The extent of Stromberger's care for the inmates became known only after she had left Auschwitz. Although regarded as a national hero by the Polish resistance, she lived in relative obscurity in Austria and rejected any idea that she was a hero. Her apolitical stance limited her recognition compared with other resistance figures; she had assisted both nationalists and communists, yet neither considered her fully part of their movement. She accepted this, fearing that any recognition from communists was an attempt to co-opt her story for political purposes.

Obituaries for Stromberger were written in Austrian newspapers such as the communist Volksstimme and Catholic Die Furche, but among Austrians the full extent of her actions in Auschwitz were only known to a few people. Holocaust survivors' organisations sent many letters to Karoline expressing condolences, and Pys said that it was as if his mother had died. Stromberger received more attention over the following decades, including recognition at the Austria exhibition of the Auschwitz-Birkenau State Museum beginning in 1978. She became associated with the moniker "The Angel of Auschwitz", a name she shared with another person from the camp, Angela Maria Autsch.

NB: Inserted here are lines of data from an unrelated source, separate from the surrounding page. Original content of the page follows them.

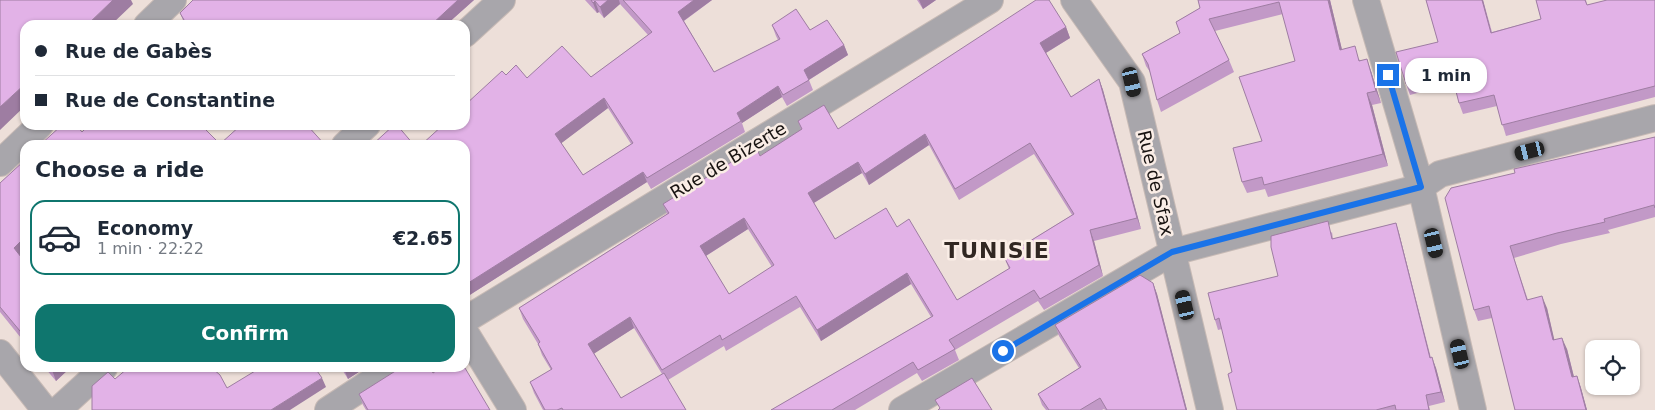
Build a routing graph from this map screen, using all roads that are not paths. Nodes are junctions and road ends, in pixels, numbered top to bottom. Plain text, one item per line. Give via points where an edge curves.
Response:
1 (173, 0) edge
2 (502, 0) edge
3 (990, 0) edge
4 (1074, 0) edge
5 (1366, 0) edge
6 (152, 20) edge
7 (470, 29) edge
8 (1655, 118) edge
9 (35, 130) edge
10 (362, 130) edge
11 (24, 140) edge
12 (350, 140) edge
13 (20, 144) edge
14 (0, 163) edge
15 (1421, 187) junction
16 (1172, 252) junction
17 (470, 317) edge
18 (470, 340) edge
19 (0, 353) edge
20 (100, 372) edge
21 (386, 372) edge
22 (45, 410) edge
23 (58, 410) edge
24 (328, 410) edge
25 (513, 410) edge
26 (902, 410) edge
27 (1210, 410) edge
28 (1473, 410) edge

1 - 6 street
2 - 7 street
3 - 17 street, Rue de Bizerte
4 - 16 street, Rue de Sfax via 1132,82
5 - 15 street
8 - 15 street via 1440,174
9 - 11 street
10 - 12 street
13 - 14 street
15 - 16 street
15 - 28 street
16 - 26 street
16 - 27 street, Rue de Sfax
18 - 25 street
19 - 22 street
20 - 23 street
21 - 24 street

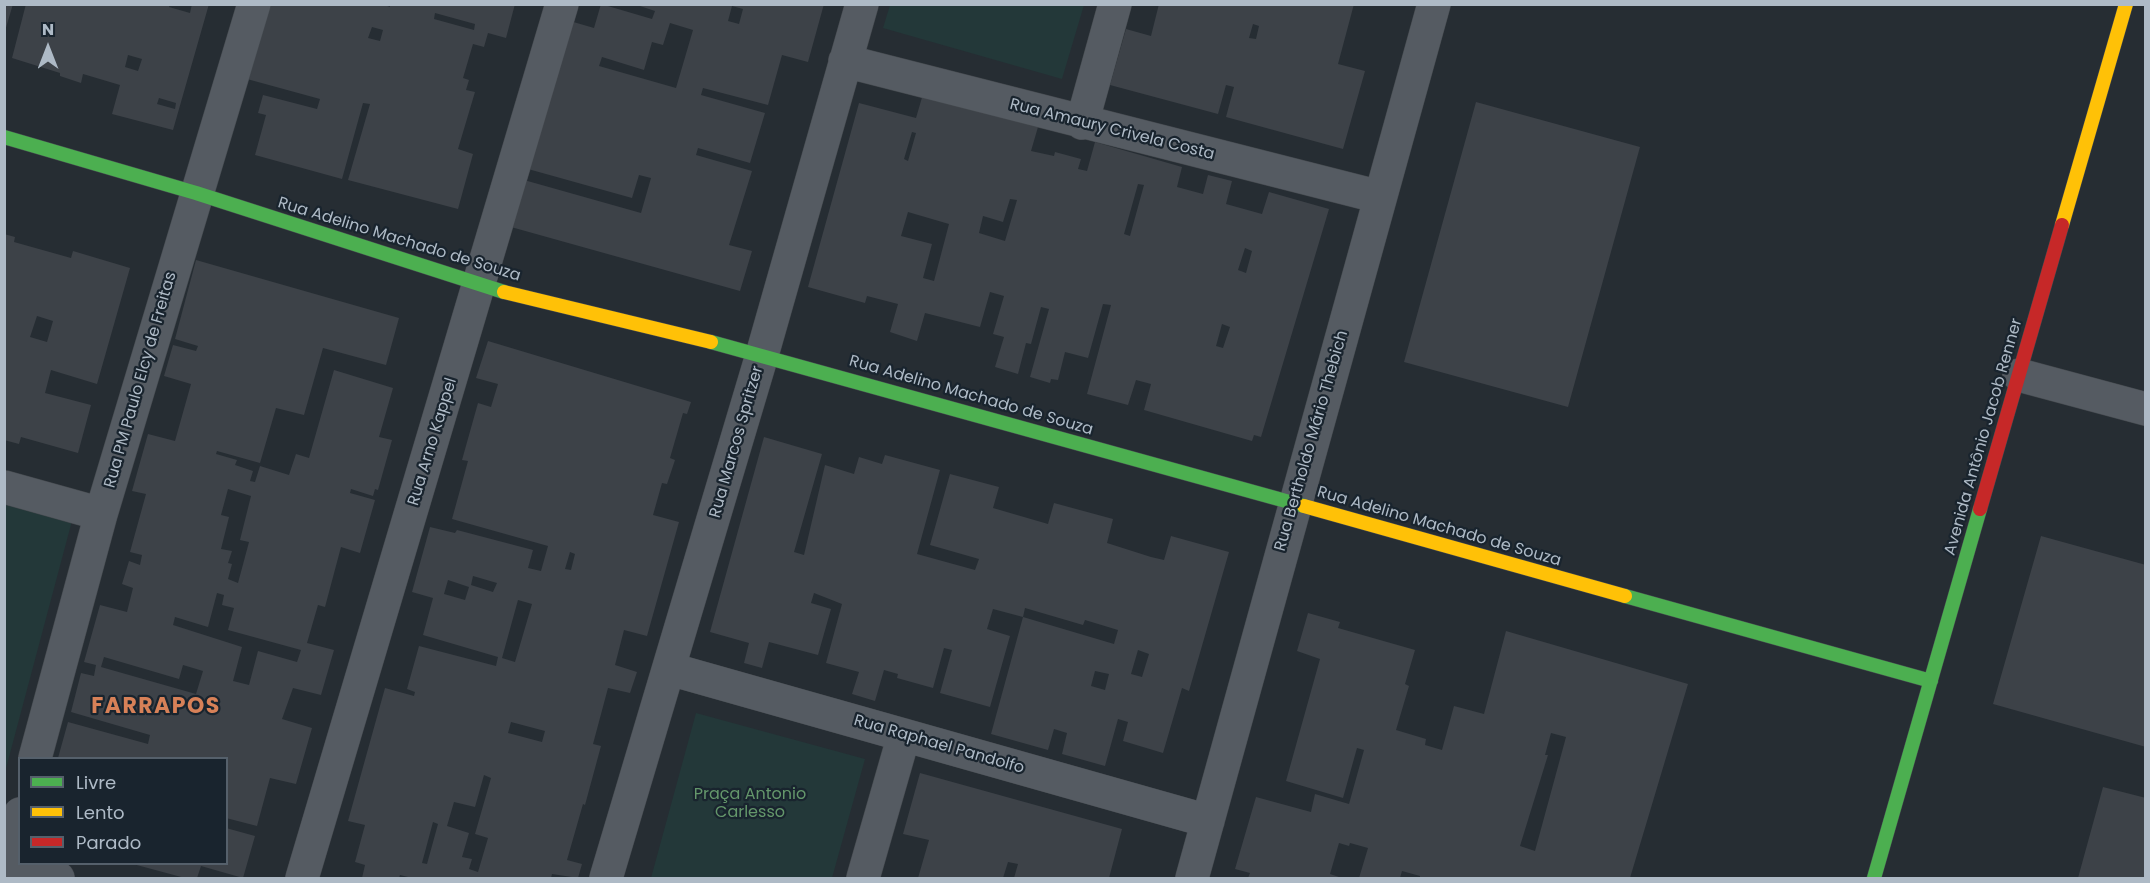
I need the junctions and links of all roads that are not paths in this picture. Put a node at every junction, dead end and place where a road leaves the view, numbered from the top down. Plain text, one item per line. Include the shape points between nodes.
1 (254, 4) edge
2 (562, 4) edge
3 (862, 4) edge
4 (1114, 4) edge
5 (1434, 4) edge
6 (2126, 4) edge
7 (845, 62) junction
8 (1082, 123) junction
9 (4, 137) edge
10 (196, 193) junction
11 (1380, 197) junction
12 (480, 286) junction
13 (762, 355) junction
14 (2019, 375) junction
15 (2145, 409) edge
16 (4, 487) edge
17 (1294, 503) junction
18 (102, 514) junction
19 (670, 669) junction
20 (1931, 681) junction
21 (904, 735) junction
22 (36, 757) edge
23 (18, 821) edge
24 (1208, 821) junction
25 (5, 864) edge
26 (58, 879) edge
27 (302, 879) edge
28 (606, 879) edge
29 (863, 879) edge
30 (1192, 879) edge
31 (1874, 879) edge

1 - 10 street, Rua PM Paulo Elcy de Freitas
2 - 12 street, Rua Arno Kappel
3 - 7 street, Rua Marcos Spritzer
4 - 8 street
5 - 11 street, Rua Bertholdo Mário Thebich
6 - 14 street, Avenida Antônio Jacob Renner
7 - 8 street, Rua Amaury Crivela Costa
7 - 13 street, Rua Marcos Spritzer
8 - 11 street, Rua Amaury Crivela Costa
9 - 10 street, Rua Adelino Machado de Souza
10 - 12 street, Rua Adelino Machado de Souza
10 - 18 street, Rua PM Paulo Elcy de Freitas
11 - 17 street, Rua Bertholdo Mário Thebich
12 - 13 street, Rua Adelino Machado de Souza
12 - 27 street, Rua Arno Kappel
13 - 17 street, Rua Adelino Machado de Souza
13 - 19 street, Rua Marcos Spritzer
14 - 15 street
14 - 20 street, Avenida Antônio Jacob Renner
16 - 18 street
17 - 20 street, Rua Adelino Machado de Souza
17 - 24 street, Rua Bertholdo Mário Thebich
18 - 22 street, Rua PM Paulo Elcy de Freitas
19 - 21 street, Rua Raphael Pandolfo
19 - 28 street, Rua Marcos Spritzer
20 - 31 street, Avenida Antônio Jacob Renner
21 - 24 street, Rua Raphael Pandolfo
21 - 29 street
23 - 25 street
24 - 30 street, Rua Bertholdo Mário Thebich
25 - 26 street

The Johann August Malin Society began producing articles and lectures about Stromberger in 1983, and the Maximillan Kolbe Foundation featured her in various works in the 1990s. Markus Barnay produced a video about Stromberger in 1995, and Anita Lackenberger produced one in 2016. Her correspondences and other documents related to her actions were preserved by her niece, Hedwig Gerber. Stromberger first received scholarly attention with an article by Andreas Eder in 2007, and more American and German academics wrote about her in the years that followed, including Langbein. The historian and politician Harald Walser wrote a biography about Stromberger in 2021, Ein Engel in der Hölle von Auschwitz ('An Angel in the Hell of Auschwitz'), consulting archives and conducting interviews as an effort to commemorate her.

A depiction of Stromberger appeared as a supporting character in the 2020 film The Champion. A play about her, Stromberger oder Bilder von allem, premiered at Vorarlberger Landestheater in 2024.

=== Honours ===
Stromberger was named an honorary member of the Austrian Union of Former Prisoners of Concentration Camps shortly after the war ended, and in 1955 she was named as an honorary member of the executive committee of the Holocaust survivors' group KZ-Verband. She was honoured at a ceremony celebrating the tenth anniversary of Auschwitz's liberation in January 1955, though she chose not to attend. She was honoured by the nation of Poland in 1956. The Mehrerau monastery unveiled a plaque for Stromberger in May 1995, and the Wernberg monastery created one in 2016. A monument to Stromberger was designed in 2024 for her hometown of Metnitz.

The Malin Society successfully campaigned to have a small road named after Stromberger in the 1980s. A street in Graz was named Maria-Stromberger-Gasse in her honour on 1 February 2024. The name was changed from Kernstockgasse, named for the nationalist poet Ottokar Kernstock, as part of an effort by the town to remove 20 street names deemed "very problematic" by a commission of historians. A street was named for her in Rzeszów in June 2026 and a plaque was designed in her honour to be placed in one of the city's secondary schools.